* [BRIEF] Among the entries, find each line that includes the string "road" and list it.

* [Records drawn from a dataset]

=== Section Start ===

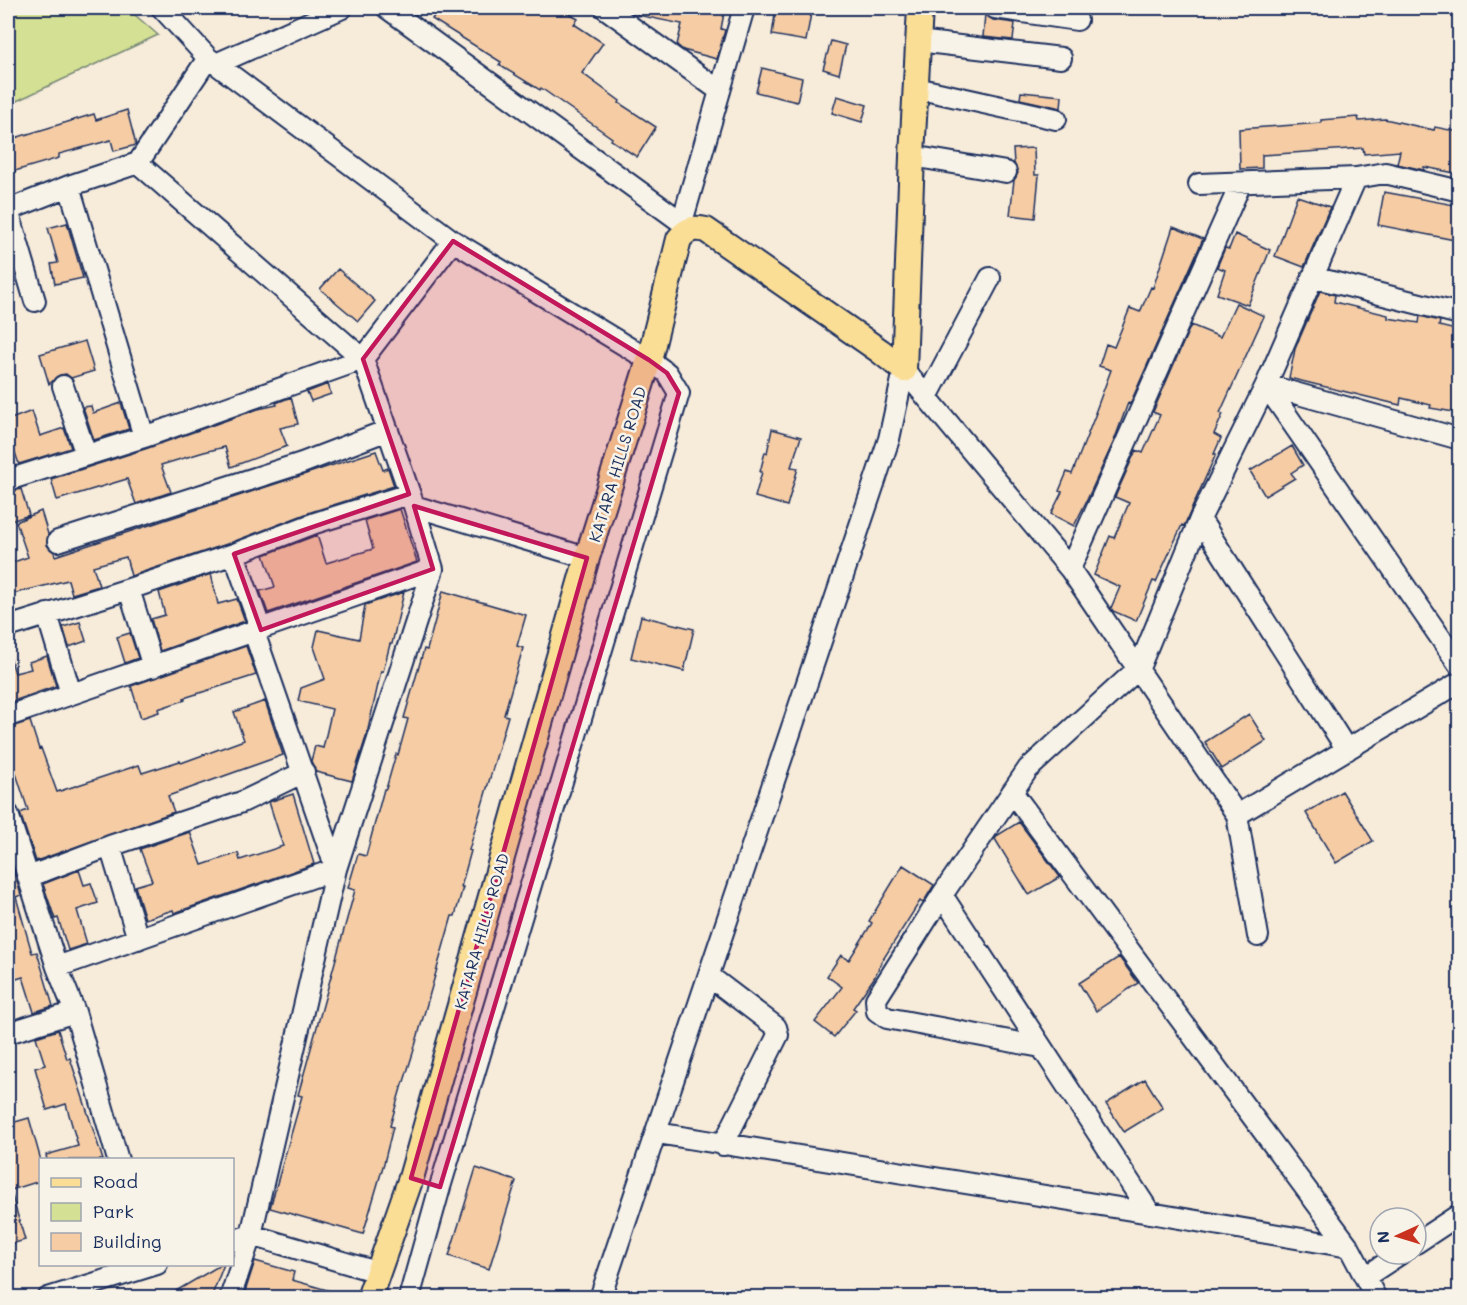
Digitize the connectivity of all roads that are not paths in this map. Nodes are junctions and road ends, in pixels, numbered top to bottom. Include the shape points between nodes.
1 (162, 8) edge
2 (342, 8) edge
3 (387, 8) edge
4 (605, 8) edge
5 (744, 8) edge
6 (920, 8) edge
7 (995, 8) edge
8 (627, 15) edge
9 (1077, 20) dead end
10 (918, 42) junction
11 (1060, 58) dead end
12 (212, 61) junction
13 (916, 88) junction
14 (720, 91) junction
15 (1056, 119) dead end
16 (912, 156) junction
17 (138, 163) junction
18 (1006, 172) dead end
19 (1356, 178) junction
20 (1241, 183) junction
21 (1199, 184) dead end
22 (69, 186) junction
23 (1460, 191) edge
24 (687, 226) junction
25 (453, 241) junction
26 (1312, 277) junction
27 (990, 278) dead end
28 (35, 301) dead end
29 (1460, 314) edge
30 (363, 359) junction
31 (649, 360) junction
32 (904, 370) junction
33 (1266, 385) junction
34 (63, 386) dead end
35 (927, 397) junction
36 (388, 430) junction
37 (144, 437) junction
38 (1460, 439) edge
39 (87, 455) junction
40 (8, 480) edge
41 (412, 500) junction
42 (1200, 519) junction
43 (58, 541) dead end
44 (234, 554) junction
45 (587, 558) junction
46 (434, 569) junction
47 (1070, 569) junction
48 (129, 589) junction
49 (46, 614) junction
50 (8, 627) edge
51 (258, 631) junction
52 (1460, 666) edge
53 (153, 667) junction
54 (1139, 668) junction
55 (1460, 682) edge
56 (71, 694) junction
57 (8, 716) edge
58 (1347, 750) junction
59 (304, 772) junction
60 (1012, 792) junction
61 (8, 814) edge
62 (1237, 815) junction
63 (110, 846) junction
64 (336, 869) junction
65 (28, 877) junction
66 (942, 895) junction
67 (1258, 936) dead end
68 (138, 939) junction
69 (57, 967) junction
70 (709, 976) junction
71 (75, 1012) junction
72 (8, 1033) edge
73 (1041, 1047) junction
74 (657, 1133) junction
75 (723, 1145) junction
76 (117, 1158) edge
77 (411, 1178) junction
78 (440, 1187) junction
79 (1150, 1213) junction
80 (1460, 1214) edge
81 (1428, 1235) edge
82 (242, 1238) edge
83 (1349, 1247) junction
84 (148, 1266) edge
85 (1382, 1266) edge
86 (376, 1272) junction
87 (1365, 1277) junction
88 (48, 1298) edge
89 (230, 1298) edge
90 (369, 1298) edge
91 (409, 1298) edge
92 (600, 1298) edge
93 (1376, 1298) edge

1 - 12 street
2 - 12 street
3 - 24 street
4 - 8 street
5 - 14 street
6 - 10 main road
7 - 9 street
8 - 14 street
10 - 11 street
10 - 13 main road
12 - 17 street
12 - 25 street
13 - 15 street
13 - 16 main road
14 - 24 street
16 - 18 street
16 - 32 main road
17 - 22 street
17 - 30 street
19 - 20 street
19 - 23 street via 1385,173
19 - 26 street
20 - 21 street
20 - 47 street
22 - 28 street via 8,210
22 - 37 street
24 - 31 main road, KATARA HILLS ROAD via 680,239
24 - 32 main road via 706,230
25 - 30 street
25 - 31 street
26 - 29 street
26 - 33 street
27 - 35 street
30 - 36 street
30 - 37 street
31 - 45 main road, KATARA HILLS ROAD
31 - 78 street via 667,373 679,393
32 - 35 street
32 - 70 street via 889,439
33 - 38 street
33 - 42 street
33 - 52 street
34 - 39 street
35 - 47 street
36 - 41 street
36 - 43 street via 302,463
37 - 39 street
39 - 40 street
41 - 44 street via 315,523
41 - 45 street
41 - 46 street
42 - 54 street
42 - 58 street
44 - 48 street
44 - 51 street
45 - 77 main road, KATARA HILLS ROAD
46 - 51 street
46 - 64 street
47 - 54 street
48 - 49 street
48 - 53 street
49 - 50 street
49 - 56 street
51 - 53 street
51 - 59 street
53 - 56 street
54 - 60 street via 1028,769
54 - 62 street
55 - 58 street
56 - 57 street
58 - 62 street
59 - 63 street via 242,802
59 - 64 street
60 - 66 street
60 - 83 street
61 - 65 street
62 - 67 street
63 - 65 street
63 - 68 street
64 - 68 street
64 - 82 street
65 - 69 street
66 - 73 street
66 - 73 street via 876,999 877,1011 886,1018
68 - 69 street
69 - 71 street
70 - 74 street
70 - 75 street via 776,1027 778,1035
71 - 72 street
71 - 76 street
73 - 79 street
74 - 75 street
74 - 92 street
75 - 79 street
77 - 78 street
77 - 86 main road, KATARA HILLS ROAD
78 - 91 street
79 - 83 street
80 - 81 street
82 - 86 street
82 - 89 street
83 - 87 street
84 - 88 street
85 - 87 street
86 - 90 main road, KATARA HILLS ROAD
87 - 93 street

=== Section End ===

* [RESPONSE TO THE EXERCISE]
Digitize the connectivity of all roads that are not paths in this map. Nodes are junctions and road ends, in pixels, numbered top to bottom. Include the shape points between nodes.
6 - 10 main road
10 - 13 main road
13 - 16 main road
16 - 32 main road
24 - 31 main road, KATARA HILLS ROAD via 680,239
24 - 32 main road via 706,230
31 - 45 main road, KATARA HILLS ROAD
45 - 77 main road, KATARA HILLS ROAD
77 - 86 main road, KATARA HILLS ROAD
86 - 90 main road, KATARA HILLS ROAD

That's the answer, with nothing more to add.